- Born: William Pope June 28, 1955 Newark, New Jersey, United States
- Died: December 23, 2023 (aged 68) Chicago, Illinois, United States
- Education: Montclair State University (BA) Rutgers University (MA)
- Known for: Performance Art
- Partner: Mami Takahashi
- Children: 1 son

= William Pope.L =

American visual artist (1955–2023)

William Pope.L, also known as Pope.L (28 June 1955 - 23 December 2023) was an accomplished American visual artist recognized for his contributions to performance art and interventionist public art. He also created pieces in painting, photography, and theater. He was featured in the 2002 Whitney Biennial and was the recipient of the Creative Capital Visual Arts Award, as well as a Guggenheim Fellow. Notably, Pope.L was also highlighted in the 2017 Whitney Biennial for his work.

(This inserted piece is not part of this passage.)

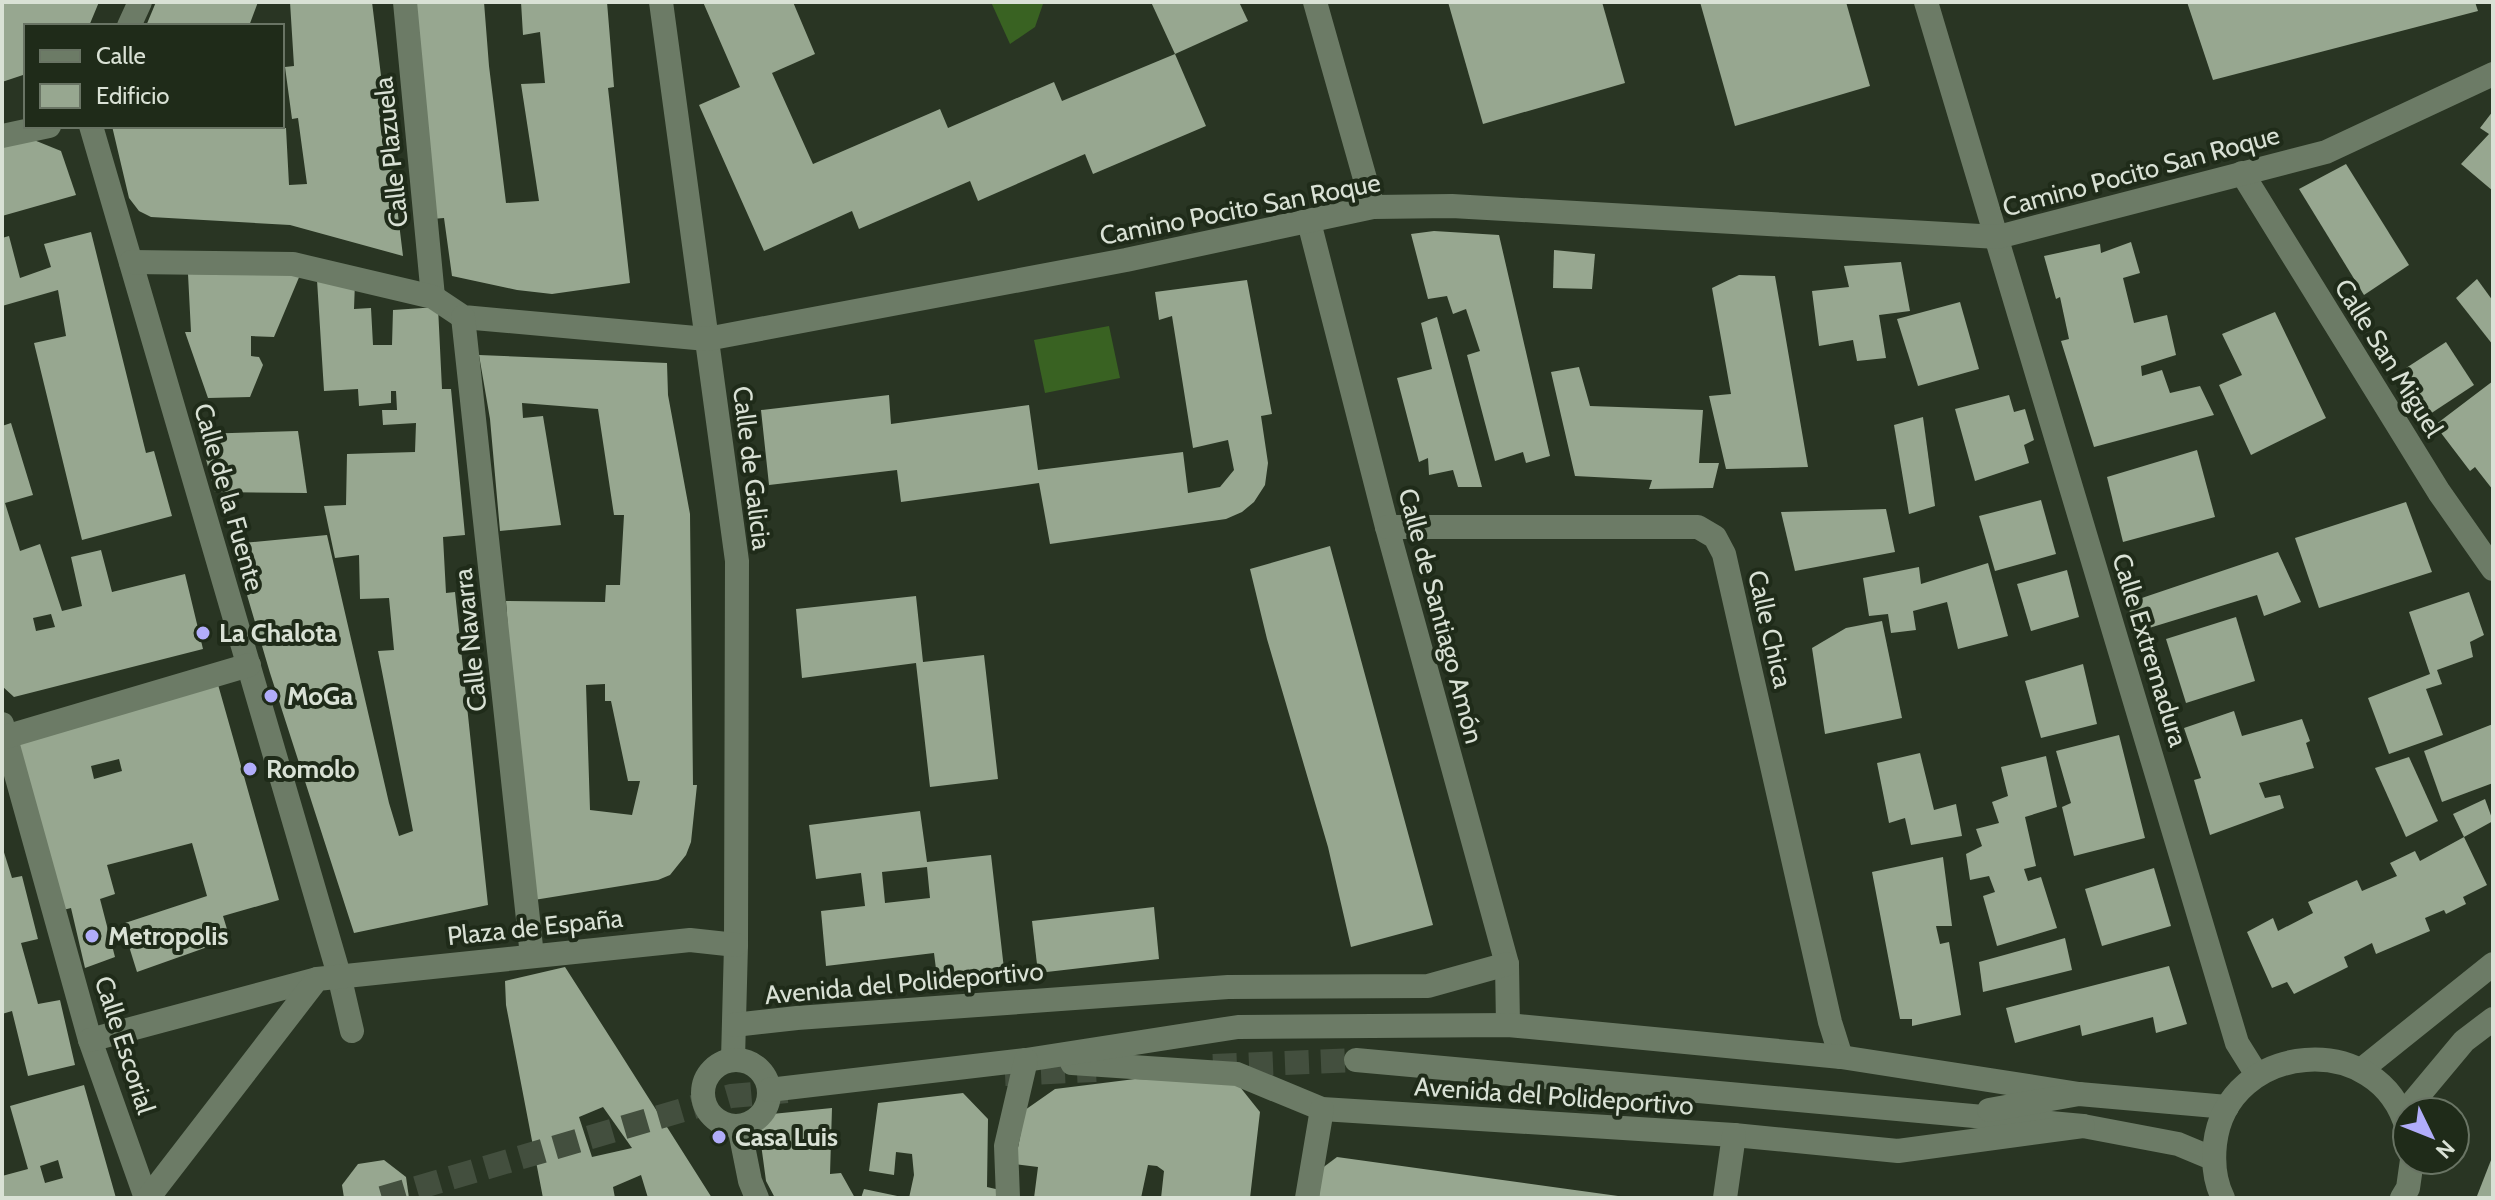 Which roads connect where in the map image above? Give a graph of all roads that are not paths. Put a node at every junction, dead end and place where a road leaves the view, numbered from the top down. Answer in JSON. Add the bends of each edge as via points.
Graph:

==Early life and education==
Pope.L was born William Pope in Newark, New Jersey, on June 28, 1955, the second child of William Pope and Lucille Lancaster, and was raised in Keyport, New Jersey and East Village, Manhattan. He attended Pratt Institute from 1973 to 1975 and participated in the Whitney Museum of American Art Independent Study Program from 1977 to 1978. He received a Bachelor of Arts degree from Montclair State University, Montclair, New Jersey, in 1978. He received a Master of Fine Arts degree in visual arts from the Mason Gross School of the Arts at Rutgers University, New Brunswick, New Jersey in 1981.

==Early work==

Tompkins Square Crawl (1991) at the Museum of Modern Art in 2022

From 1990 to 2010, Pope.L was a lecturer of Theater and Rhetoric at Bates College in Lewiston, Maine. As a faculty member he directed a production of Lorraine Hansberry's A Raisin In the Sun, in which he used both African-American and Caucasian actors as members of the same family.

While teaching at Bates, Pope.L's students reportedly coined his pseudonym. The appended "L" was taken from his mother's surname, Lancaster.

For ATM Piece, performed in 1997, he attached himself with an eight-foot length of Italian sausage to the door of a Chase Bank in midtown Manhattan wearing nothing but timberland boots and a skirt made out of U.S. dollar bills.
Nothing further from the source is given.